ERIC P. SWENSON & SONS v. COLVIN.
(Circuit Court, D. Connecticut.
June 10, 1904.)
No. 535.
1. Contract — Action foe Breach — Joining Inconsistent Causes of Action.
A plaintiff cannot maintain an action to recover damages for breach of a written contract, and also for breach of prior oral representations with respect to the subject-matter of the contract, and made as an inducement thereto.
At Law. On demurrer to complaint.
George E. Beers, for plaintiffs.
Robinson & Robinson, for defendant.
[MAJORITY — PLATT, District Judge.]
PLATT, District Judge.
Section 3 of the complaint sets up prior oral representations, to the effect that the machines'mentioned in the contract would be adequate for the business which plaintiffs wished to do. Such representations are plainly merged in the written contract, both in law and by the express terms of the contract itself.
The construction of the contract is not in question. The complaint should begin by setting forth the contract, followed by such breaches thereof as the plaintiffs believe that they can sustain by proof. I see no harm in paragraph 9, except that the word “inadequate” in the fourth line must be stricken out. Plaintiffs may insert in lieu thereof the word “defective,” if they see fit. That principle should be adopted throughout the complaint. In other words, having eliminated prior oral representations, let them then cut out all references thereto when framing the breaches of the contract.
If plaintiffs prefer to amend the complaint into an action for deceit, based upon the misrepresentations, and claiming the damages flowing from such deceit, they can do that; but in such case they must surrender all claim under -the contract, for it is worse than inconsistent, it is inherently impossible, to charge that they were cheated into making an unconscionable bargain, and in the same breath try to recover damages for a breach of the bad bargain, plus the results of the broken promises which led them into making the bargain.
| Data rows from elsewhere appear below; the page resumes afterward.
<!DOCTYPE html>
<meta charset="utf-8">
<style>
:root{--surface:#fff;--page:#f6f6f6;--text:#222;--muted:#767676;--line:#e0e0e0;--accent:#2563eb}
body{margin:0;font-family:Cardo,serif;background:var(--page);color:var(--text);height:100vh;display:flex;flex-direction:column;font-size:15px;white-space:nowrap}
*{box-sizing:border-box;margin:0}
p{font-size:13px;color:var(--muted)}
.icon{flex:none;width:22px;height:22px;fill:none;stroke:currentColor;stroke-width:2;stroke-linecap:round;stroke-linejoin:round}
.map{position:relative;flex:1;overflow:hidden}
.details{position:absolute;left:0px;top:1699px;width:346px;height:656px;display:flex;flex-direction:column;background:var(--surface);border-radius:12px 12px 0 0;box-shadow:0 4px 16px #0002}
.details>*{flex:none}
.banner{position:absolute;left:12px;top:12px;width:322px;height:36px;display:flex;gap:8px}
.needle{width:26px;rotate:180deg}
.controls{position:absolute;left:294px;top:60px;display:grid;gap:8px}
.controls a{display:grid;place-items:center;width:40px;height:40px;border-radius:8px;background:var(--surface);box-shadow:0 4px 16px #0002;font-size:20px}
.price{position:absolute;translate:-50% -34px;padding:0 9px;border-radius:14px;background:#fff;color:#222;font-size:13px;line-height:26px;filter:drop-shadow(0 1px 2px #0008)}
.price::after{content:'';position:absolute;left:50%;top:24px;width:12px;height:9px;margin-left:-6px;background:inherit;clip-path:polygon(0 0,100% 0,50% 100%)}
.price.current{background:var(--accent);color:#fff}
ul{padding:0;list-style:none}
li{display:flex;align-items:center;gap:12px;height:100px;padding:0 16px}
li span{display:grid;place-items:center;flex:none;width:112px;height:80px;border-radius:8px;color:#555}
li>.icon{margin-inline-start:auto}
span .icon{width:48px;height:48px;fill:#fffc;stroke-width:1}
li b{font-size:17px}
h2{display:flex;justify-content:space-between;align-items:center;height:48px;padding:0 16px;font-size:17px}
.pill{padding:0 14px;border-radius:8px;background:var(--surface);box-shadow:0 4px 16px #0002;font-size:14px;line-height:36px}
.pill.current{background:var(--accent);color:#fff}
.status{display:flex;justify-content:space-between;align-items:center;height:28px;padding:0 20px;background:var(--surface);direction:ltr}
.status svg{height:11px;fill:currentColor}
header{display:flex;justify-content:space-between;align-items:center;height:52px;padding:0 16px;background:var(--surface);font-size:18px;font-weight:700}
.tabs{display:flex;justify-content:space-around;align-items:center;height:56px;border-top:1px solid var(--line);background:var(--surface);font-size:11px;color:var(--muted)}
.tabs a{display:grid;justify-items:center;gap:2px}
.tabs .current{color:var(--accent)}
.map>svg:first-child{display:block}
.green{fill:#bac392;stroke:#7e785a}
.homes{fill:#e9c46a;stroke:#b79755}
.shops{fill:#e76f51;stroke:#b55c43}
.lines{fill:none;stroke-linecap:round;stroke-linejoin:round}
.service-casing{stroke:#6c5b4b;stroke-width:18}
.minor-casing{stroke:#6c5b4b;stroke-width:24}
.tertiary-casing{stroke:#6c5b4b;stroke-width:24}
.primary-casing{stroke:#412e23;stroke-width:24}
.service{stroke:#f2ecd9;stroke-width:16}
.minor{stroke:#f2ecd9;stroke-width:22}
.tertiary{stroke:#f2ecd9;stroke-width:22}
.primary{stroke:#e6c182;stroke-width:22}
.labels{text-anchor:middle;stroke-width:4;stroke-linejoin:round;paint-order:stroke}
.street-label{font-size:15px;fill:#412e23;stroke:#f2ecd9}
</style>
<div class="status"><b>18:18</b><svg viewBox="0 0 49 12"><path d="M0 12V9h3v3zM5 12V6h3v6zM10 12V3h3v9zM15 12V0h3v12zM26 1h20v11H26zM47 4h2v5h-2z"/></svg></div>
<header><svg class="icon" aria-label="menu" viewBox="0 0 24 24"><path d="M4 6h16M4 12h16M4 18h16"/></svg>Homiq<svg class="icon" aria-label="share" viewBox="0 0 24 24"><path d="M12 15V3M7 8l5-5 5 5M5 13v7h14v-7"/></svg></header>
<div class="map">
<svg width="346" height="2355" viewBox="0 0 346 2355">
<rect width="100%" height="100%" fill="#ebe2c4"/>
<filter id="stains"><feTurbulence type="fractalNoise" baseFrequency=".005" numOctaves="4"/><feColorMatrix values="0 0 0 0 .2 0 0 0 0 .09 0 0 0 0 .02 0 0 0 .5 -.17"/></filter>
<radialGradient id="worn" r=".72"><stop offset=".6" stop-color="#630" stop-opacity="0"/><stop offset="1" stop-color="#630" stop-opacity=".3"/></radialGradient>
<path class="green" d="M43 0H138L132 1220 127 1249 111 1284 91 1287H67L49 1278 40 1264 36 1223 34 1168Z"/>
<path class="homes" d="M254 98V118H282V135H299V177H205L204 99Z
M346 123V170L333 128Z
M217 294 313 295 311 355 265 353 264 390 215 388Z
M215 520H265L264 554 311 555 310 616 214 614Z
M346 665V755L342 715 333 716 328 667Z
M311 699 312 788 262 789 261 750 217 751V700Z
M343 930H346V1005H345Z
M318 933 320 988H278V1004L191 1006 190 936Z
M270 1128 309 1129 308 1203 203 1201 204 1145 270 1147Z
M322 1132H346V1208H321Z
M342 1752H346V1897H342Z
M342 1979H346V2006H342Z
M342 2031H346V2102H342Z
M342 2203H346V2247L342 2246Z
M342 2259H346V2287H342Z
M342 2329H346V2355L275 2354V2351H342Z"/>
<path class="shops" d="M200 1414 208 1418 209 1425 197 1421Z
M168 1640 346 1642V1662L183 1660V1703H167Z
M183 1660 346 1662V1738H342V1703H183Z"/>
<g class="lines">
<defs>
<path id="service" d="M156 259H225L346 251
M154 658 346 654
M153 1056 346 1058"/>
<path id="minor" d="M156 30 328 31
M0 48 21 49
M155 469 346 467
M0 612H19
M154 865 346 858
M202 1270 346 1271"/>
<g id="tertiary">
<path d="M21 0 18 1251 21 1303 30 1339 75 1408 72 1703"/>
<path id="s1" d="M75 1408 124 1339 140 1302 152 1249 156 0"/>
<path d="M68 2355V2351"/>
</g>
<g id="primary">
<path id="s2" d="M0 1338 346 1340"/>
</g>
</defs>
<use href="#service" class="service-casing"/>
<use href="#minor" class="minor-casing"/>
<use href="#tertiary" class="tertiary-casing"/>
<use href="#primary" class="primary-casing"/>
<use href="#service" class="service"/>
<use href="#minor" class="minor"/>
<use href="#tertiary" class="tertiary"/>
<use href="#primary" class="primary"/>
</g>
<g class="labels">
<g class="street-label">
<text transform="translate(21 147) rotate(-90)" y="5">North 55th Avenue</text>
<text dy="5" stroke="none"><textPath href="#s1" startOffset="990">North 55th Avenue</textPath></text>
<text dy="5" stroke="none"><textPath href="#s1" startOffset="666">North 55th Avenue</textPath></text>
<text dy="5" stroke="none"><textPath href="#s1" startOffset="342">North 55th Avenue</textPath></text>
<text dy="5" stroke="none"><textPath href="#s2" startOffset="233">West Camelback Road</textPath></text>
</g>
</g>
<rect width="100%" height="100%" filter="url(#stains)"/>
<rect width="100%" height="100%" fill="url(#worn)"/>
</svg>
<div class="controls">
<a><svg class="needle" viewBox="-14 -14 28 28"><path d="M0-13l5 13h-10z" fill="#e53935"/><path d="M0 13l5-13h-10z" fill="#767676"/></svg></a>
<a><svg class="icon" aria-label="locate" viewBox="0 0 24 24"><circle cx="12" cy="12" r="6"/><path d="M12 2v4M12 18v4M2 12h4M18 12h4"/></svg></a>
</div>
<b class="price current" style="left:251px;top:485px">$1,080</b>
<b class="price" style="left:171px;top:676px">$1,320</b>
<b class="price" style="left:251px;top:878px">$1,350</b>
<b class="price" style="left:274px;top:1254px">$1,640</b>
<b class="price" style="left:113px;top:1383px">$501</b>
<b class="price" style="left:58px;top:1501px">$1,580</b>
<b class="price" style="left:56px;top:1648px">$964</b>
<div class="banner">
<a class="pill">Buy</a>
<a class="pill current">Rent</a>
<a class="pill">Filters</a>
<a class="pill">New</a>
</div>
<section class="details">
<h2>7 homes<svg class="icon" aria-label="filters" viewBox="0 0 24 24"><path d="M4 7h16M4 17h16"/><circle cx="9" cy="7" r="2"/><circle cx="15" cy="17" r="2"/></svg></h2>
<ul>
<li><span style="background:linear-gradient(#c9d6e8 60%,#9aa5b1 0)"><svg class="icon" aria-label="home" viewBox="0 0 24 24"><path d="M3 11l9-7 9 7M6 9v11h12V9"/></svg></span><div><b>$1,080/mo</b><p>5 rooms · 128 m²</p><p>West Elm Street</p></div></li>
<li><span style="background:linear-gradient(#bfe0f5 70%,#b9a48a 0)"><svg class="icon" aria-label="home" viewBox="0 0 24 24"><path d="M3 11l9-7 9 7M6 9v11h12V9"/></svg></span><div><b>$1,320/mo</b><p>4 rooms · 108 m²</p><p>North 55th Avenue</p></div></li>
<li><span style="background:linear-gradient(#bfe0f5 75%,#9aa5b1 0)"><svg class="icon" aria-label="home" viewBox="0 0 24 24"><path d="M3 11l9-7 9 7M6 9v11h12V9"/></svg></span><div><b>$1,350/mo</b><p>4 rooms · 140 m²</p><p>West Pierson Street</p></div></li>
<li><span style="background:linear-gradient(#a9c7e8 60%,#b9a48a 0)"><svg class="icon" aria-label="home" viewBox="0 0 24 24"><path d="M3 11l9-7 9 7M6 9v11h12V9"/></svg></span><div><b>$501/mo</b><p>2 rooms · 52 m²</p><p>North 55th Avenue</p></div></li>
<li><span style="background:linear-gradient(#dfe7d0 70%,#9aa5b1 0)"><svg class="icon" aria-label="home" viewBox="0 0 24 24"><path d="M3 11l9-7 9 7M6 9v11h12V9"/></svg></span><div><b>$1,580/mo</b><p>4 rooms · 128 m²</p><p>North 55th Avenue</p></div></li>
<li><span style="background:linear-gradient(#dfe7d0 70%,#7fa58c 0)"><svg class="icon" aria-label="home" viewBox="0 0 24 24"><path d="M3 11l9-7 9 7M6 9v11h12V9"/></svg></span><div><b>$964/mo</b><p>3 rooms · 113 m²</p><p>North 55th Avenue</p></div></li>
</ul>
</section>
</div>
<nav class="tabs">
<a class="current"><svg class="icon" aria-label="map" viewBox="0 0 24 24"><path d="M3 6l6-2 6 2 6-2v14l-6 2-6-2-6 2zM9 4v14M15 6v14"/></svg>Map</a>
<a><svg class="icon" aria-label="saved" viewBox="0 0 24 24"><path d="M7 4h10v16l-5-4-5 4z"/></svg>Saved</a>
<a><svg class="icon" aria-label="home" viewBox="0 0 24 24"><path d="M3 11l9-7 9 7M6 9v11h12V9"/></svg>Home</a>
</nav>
From the time of the Refrigerator Case, 63 Conn. 563, 29 Atl. 76, 25 L. R. A. 856, it has been the rule of the state court that two or more causes of action, arising out of the same transaction, may be stated in one count when not “separable from each other by some distinct line of demarcation”; and Form 91 of the practice book is cited as an illustration, which was a suit on a breach of contract to print a book, followed by conversion of the plates; and so Maisenbacker v. Concordia, &c., 71 Conn. 377, 42 Atl. 67, 71 Am. St. Rep. 213, was for breach of contract followed by an assault. I am not aware of any rule, however, which permits the placing in one or in more counts causes of action which are of such a nature that relief upon the one absolutely negatives the possibility of relief upon the other.
To discuss the refrigerator case and its ilk would be very much like painting the lily or gilding refined gold. In such a matter as this I must endeavor, in my humble way, to seek the truth of the case, and to act, so far as in me lies, in such a manner as to promote, under the law as I read it, fair dealing between the parties.
In this situation the story of the deceit would, it is true, include the making of the contract, but the remedy would be afforded for the deceit. In the suit for breach of the contract the story of the deceit must disappear; it would be swallowed by the bargain made with open eyes. At the trial only one case should appear, and under the pleadings I conceive it to be my duty to bring about that result.
The demurrer is sustained, with costs, and the plaintiffs are permitted to reconstruct their pleadings within 30 days, in accordance with the suggestions above outlined.